:: Material provided ::

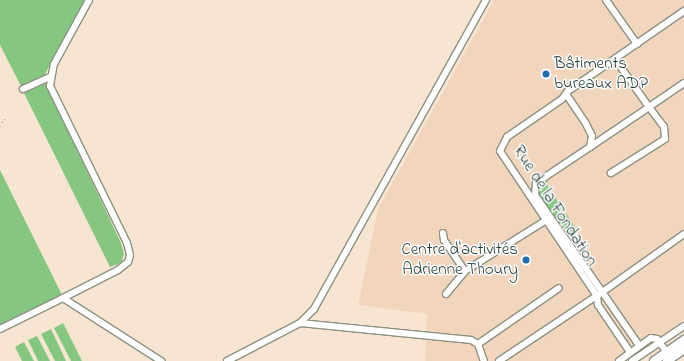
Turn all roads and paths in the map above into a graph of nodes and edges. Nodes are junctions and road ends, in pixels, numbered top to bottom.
1 (90, 0) edge
2 (486, 0) edge
3 (606, 0) edge
4 (684, 11) edge
5 (637, 44) junction
6 (615, 59) junction
7 (50, 78) junction
8 (684, 83) edge
9 (22, 89) dead end
10 (566, 94) junction
11 (649, 107) junction
12 (5, 118) dead end
13 (0, 126) edge
14 (590, 147) junction
15 (611, 173) dead end
16 (519, 181) junction
17 (536, 183) junction
18 (548, 219) junction
19 (443, 233) dead end
20 (684, 234) edge
21 (465, 271) junction
22 (559, 288) dead end
23 (446, 294) dead end
24 (599, 295) junction
25 (63, 298) junction
26 (300, 323) junction
27 (684, 326) edge
28 (0, 329) edge
29 (684, 340) edge
30 (660, 342) junction
31 (478, 344) junction
32 (639, 345) junction
33 (684, 349) edge
34 (630, 352) junction
35 (670, 358) edge
36 (161, 361) edge
37 (227, 361) edge
38 (484, 361) edge
39 (499, 361) edge
40 (619, 361) edge
41 (632, 361) edge
42 (654, 361) edge

1 - 7 street
2 - 26 street
3 - 5 street
4 - 5 street, Rue de la Fondation
5 - 6 street, Rue de la Fondation
6 - 10 street, Rue de la Fondation
6 - 11 street
7 - 9 street
7 - 25 street
8 - 11 street, Rue de la Fondation
10 - 14 street
10 - 16 street, Rue de la Fondation
11 - 14 street, Rue de la Fondation
11 - 15 street
12 - 13 path
14 - 17 street, Rue de la Fondation
16 - 17 street
16 - 18 street, Rue de la Fondation
17 - 18 street, Rue de la Fondation
18 - 21 street
18 - 24 street, Rue de la Fondation
19 - 21 street
20 - 24 street
21 - 23 street
22 - 31 street
24 - 32 street, Rue de la Fondation
24 - 34 street, Rue de la Fondation
24 - 39 street
25 - 28 street
25 - 36 street
26 - 31 street
26 - 37 street
27 - 30 street
29 - 35 main road
30 - 32 street
30 - 35 street
30 - 41 street
31 - 38 street
32 - 34 street
33 - 35 main road
34 - 40 street
35 - 42 main road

:::

> **Task to complete**:
Please print the entries above exactly. Skip every picture.

> **Solution to the exercise**:
Turn all roads and paths in the map above into a graph of nodes and edges. Nodes are junctions and road ends, in pixels, numbered top to bottom.
1 (90, 0) edge
2 (486, 0) edge
3 (606, 0) edge
4 (684, 11) edge
5 (637, 44) junction
6 (615, 59) junction
7 (50, 78) junction
8 (684, 83) edge
9 (22, 89) dead end
10 (566, 94) junction
11 (649, 107) junction
12 (5, 118) dead end
13 (0, 126) edge
14 (590, 147) junction
15 (611, 173) dead end
16 (519, 181) junction
17 (536, 183) junction
18 (548, 219) junction
19 (443, 233) dead end
20 (684, 234) edge
21 (465, 271) junction
22 (559, 288) dead end
23 (446, 294) dead end
24 (599, 295) junction
25 (63, 298) junction
26 (300, 323) junction
27 (684, 326) edge
28 (0, 329) edge
29 (684, 340) edge
30 (660, 342) junction
31 (478, 344) junction
32 (639, 345) junction
33 (684, 349) edge
34 (630, 352) junction
35 (670, 358) edge
36 (161, 361) edge
37 (227, 361) edge
38 (484, 361) edge
39 (499, 361) edge
40 (619, 361) edge
41 (632, 361) edge
42 (654, 361) edge

1 - 7 street
2 - 26 street
3 - 5 street
4 - 5 street, Rue de la Fondation
5 - 6 street, Rue de la Fondation
6 - 10 street, Rue de la Fondation
6 - 11 street
7 - 9 street
7 - 25 street
8 - 11 street, Rue de la Fondation
10 - 14 street
10 - 16 street, Rue de la Fondation
11 - 14 street, Rue de la Fondation
11 - 15 street
12 - 13 path
14 - 17 street, Rue de la Fondation
16 - 17 street
16 - 18 street, Rue de la Fondation
17 - 18 street, Rue de la Fondation
18 - 21 street
18 - 24 street, Rue de la Fondation
19 - 21 street
20 - 24 street
21 - 23 street
22 - 31 street
24 - 32 street, Rue de la Fondation
24 - 34 street, Rue de la Fondation
24 - 39 street
25 - 28 street
25 - 36 street
26 - 31 street
26 - 37 street
27 - 30 street
29 - 35 main road
30 - 32 street
30 - 35 street
30 - 41 street
31 - 38 street
32 - 34 street
33 - 35 main road
34 - 40 street
35 - 42 main road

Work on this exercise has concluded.